Storm核心基礎
一、Stream: 被處理的資料
二、Spout:資料來源
訊息源Spout是Storm的Topology中的訊息生產者(Tuple的創造者)。如圖幾個Spout介面都繼承自IComponent
Spout從外部獲取資料後,向Topology發出的Tuple可以是可靠的,也可以是不可靠的
可靠的:一個可靠的訊息可以重新發射一個Tuple(如果該Tuple沒有被Storm成功處理)
不可靠的:一個不可靠的訊息源Spout一旦發出,一個Tuple就會徹底遺忘,不會在重新發了
Spout可以發射多個Stream,使用OutputFieldsDeclarer.declareStream來定義多個流,然後使用SpoutOutputCollector來發射指定的流
Spout中幾個重要的方法:
1、open方法 : 當一個Task被初始化時會呼叫此open方法,一般都會在此方法中初始化傳送Tuple的物件SpoutOutputCollector和配置物件TopologyContext
public void open(Map conf, TopologyContext context, SpoutOutputCollector collector) { this.collector = collector; }
2、declareOutputFields方法:聲明當前Spout的Tuple傳送流。

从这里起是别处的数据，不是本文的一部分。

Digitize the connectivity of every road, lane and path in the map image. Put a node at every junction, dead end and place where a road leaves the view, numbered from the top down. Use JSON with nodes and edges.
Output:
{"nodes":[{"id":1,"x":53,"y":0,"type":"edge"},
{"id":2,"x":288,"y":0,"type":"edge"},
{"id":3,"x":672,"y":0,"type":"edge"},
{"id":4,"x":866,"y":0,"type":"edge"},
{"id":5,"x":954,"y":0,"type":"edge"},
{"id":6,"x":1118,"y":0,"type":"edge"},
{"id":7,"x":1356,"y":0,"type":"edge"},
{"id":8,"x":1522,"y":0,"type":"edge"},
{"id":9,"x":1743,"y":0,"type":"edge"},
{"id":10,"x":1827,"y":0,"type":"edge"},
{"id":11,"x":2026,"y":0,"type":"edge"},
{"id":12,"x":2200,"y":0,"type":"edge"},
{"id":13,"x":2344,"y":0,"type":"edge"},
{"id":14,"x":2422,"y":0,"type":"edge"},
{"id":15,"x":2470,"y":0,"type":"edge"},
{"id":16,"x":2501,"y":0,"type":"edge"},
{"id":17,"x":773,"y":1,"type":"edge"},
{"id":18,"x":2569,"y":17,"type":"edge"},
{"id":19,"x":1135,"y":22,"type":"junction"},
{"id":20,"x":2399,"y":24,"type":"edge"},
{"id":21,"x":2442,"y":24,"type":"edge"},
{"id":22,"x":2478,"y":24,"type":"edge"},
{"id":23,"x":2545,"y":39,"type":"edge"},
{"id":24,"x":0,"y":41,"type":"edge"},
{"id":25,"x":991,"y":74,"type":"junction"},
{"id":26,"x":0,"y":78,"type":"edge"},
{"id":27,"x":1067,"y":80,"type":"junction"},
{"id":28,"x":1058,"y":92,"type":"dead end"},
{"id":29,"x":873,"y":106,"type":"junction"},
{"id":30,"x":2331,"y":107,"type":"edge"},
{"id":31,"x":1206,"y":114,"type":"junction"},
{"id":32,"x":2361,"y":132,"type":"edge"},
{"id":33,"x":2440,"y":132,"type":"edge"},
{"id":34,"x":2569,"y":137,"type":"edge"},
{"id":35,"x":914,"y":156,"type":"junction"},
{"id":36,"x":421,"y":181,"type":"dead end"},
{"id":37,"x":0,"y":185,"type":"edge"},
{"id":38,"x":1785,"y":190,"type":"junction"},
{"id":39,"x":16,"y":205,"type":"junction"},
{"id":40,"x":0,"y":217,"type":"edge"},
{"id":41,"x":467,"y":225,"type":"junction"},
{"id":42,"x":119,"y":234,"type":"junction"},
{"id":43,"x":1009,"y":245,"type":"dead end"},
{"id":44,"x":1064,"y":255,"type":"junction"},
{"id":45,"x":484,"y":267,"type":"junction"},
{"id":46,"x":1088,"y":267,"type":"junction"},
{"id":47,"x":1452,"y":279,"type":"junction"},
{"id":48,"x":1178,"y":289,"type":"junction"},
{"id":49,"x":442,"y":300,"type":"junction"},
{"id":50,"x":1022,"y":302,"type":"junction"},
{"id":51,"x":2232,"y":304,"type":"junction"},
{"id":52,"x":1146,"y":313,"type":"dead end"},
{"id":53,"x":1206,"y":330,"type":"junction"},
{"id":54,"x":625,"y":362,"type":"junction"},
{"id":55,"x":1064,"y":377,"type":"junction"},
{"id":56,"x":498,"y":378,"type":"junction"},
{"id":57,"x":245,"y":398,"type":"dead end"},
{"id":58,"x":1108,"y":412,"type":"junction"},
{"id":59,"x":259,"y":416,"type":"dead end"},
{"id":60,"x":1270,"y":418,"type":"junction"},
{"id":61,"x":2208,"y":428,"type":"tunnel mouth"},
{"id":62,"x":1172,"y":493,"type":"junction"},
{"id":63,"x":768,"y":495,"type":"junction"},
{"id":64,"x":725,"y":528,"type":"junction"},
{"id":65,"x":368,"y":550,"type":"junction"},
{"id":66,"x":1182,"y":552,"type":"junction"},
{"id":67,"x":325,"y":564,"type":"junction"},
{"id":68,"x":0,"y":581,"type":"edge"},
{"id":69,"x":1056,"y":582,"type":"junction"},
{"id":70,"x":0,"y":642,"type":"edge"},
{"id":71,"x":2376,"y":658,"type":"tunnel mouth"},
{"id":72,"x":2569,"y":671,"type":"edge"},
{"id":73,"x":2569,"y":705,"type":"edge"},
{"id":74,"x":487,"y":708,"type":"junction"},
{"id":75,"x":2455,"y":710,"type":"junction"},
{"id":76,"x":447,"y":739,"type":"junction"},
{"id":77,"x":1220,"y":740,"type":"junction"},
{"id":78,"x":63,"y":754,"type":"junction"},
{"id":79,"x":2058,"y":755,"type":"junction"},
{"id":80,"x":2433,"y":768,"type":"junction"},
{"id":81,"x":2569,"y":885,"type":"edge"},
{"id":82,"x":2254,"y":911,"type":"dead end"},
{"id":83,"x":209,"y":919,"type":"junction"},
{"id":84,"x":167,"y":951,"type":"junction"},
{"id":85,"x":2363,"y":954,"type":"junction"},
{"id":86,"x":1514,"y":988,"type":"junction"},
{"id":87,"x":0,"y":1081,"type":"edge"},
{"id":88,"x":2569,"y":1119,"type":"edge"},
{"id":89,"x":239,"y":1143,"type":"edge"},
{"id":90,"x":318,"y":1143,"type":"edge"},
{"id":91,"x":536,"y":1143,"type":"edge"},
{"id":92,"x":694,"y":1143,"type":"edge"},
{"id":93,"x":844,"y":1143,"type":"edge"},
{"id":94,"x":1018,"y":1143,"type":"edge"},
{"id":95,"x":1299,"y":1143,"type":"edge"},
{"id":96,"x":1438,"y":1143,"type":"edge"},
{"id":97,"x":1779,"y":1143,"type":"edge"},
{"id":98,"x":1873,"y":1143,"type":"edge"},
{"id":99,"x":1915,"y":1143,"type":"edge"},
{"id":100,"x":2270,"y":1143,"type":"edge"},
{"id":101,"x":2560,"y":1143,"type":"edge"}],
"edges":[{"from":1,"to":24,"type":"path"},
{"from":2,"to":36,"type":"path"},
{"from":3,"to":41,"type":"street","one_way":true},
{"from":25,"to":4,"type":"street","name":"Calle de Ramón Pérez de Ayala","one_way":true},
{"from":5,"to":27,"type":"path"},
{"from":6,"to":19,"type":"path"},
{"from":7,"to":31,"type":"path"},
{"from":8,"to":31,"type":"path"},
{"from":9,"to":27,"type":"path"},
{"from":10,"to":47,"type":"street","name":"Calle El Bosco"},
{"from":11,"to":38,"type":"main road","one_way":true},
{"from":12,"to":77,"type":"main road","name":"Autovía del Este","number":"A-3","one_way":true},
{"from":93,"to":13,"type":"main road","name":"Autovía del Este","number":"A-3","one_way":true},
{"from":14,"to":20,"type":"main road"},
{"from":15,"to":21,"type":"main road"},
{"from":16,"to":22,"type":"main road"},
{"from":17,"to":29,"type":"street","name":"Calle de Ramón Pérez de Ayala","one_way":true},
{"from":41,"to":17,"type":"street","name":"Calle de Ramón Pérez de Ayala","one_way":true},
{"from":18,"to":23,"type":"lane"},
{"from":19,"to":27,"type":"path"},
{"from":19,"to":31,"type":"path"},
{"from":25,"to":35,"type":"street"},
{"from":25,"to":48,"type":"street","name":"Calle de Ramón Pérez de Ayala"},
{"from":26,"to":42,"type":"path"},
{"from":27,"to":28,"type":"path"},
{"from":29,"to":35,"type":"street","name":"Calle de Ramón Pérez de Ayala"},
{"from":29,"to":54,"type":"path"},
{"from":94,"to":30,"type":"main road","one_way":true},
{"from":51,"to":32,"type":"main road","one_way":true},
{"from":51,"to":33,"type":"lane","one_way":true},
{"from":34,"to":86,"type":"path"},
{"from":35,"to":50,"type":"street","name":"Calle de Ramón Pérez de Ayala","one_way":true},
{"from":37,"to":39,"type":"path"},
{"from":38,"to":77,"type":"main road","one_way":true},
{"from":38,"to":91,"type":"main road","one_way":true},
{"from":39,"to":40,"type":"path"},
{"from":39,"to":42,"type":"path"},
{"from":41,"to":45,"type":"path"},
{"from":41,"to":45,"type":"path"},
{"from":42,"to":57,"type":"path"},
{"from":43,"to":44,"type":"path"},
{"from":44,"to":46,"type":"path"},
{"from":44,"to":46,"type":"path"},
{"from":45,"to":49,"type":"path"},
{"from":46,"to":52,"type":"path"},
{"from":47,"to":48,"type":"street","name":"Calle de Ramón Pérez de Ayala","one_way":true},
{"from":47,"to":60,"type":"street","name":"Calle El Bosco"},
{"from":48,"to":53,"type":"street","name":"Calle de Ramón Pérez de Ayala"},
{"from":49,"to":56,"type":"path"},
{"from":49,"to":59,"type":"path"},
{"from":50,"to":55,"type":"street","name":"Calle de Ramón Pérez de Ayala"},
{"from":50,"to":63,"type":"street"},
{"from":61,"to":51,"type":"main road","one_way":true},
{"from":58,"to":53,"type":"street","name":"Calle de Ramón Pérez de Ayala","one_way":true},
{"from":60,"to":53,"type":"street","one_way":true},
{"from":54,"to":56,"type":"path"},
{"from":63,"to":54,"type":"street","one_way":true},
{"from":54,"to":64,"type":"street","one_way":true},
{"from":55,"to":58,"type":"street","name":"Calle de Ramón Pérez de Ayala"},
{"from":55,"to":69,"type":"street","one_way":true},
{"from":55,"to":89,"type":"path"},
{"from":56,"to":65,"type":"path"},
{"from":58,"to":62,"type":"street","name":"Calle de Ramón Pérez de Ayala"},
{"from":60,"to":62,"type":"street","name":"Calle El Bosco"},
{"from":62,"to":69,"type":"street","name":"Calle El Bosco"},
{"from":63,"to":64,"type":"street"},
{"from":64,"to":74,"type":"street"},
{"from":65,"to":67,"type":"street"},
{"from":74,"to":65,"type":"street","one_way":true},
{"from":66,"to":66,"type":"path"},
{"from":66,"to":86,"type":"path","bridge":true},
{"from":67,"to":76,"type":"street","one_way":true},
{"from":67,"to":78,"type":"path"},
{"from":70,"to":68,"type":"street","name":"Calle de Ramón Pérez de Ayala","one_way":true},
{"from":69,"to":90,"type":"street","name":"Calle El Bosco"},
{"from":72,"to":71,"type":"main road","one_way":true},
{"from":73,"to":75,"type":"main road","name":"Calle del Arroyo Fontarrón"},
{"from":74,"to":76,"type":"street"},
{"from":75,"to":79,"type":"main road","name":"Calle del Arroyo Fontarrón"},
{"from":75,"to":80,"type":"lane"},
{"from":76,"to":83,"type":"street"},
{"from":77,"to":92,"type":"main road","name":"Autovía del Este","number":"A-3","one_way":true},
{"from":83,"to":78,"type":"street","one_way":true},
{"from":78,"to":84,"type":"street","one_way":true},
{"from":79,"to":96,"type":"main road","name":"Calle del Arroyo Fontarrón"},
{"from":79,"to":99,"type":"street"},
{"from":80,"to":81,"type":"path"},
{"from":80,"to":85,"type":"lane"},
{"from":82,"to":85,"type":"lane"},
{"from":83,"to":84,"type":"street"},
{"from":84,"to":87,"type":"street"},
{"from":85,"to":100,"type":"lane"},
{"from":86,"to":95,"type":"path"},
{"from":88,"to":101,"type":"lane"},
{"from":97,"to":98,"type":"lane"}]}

public void declareOutputFields(OutputFieldsDeclarer declarer) { declarer.declare(new Fields("sentence"));//告訴元件發出資料流包含sentence欄位 }
3、nextTuple方法:發射一個Tuple到Topology都是通過該方法。
public void nextTuple() { this.collector.emit(new Values("123")); }
三、Bolt: 處理資料
Bolt是接收Spout發出元組Tuple後處理資料的元件,所有的訊息處理邏輯被封裝在Bolt中,Bolt負責處理輸入的資料流併產生輸出的新資料流;Bolt把元組Tuple作為輸入,之後處理產生新的Tuple;
1、客戶機建立Bolt,然後將其序列化為拓撲,並提交給叢集的主機
2、叢集啟動worker程序,反序列化Bolt,呼叫prepare方法開始處理元組
3、Bolt處理元組,Bolt處理一個輸入Tuple,發射0個或多個元組,然後呼叫ack通知Storm自己已經處理過這個Tuple了。Strom提供一個IBasicBolt自動呼叫ack。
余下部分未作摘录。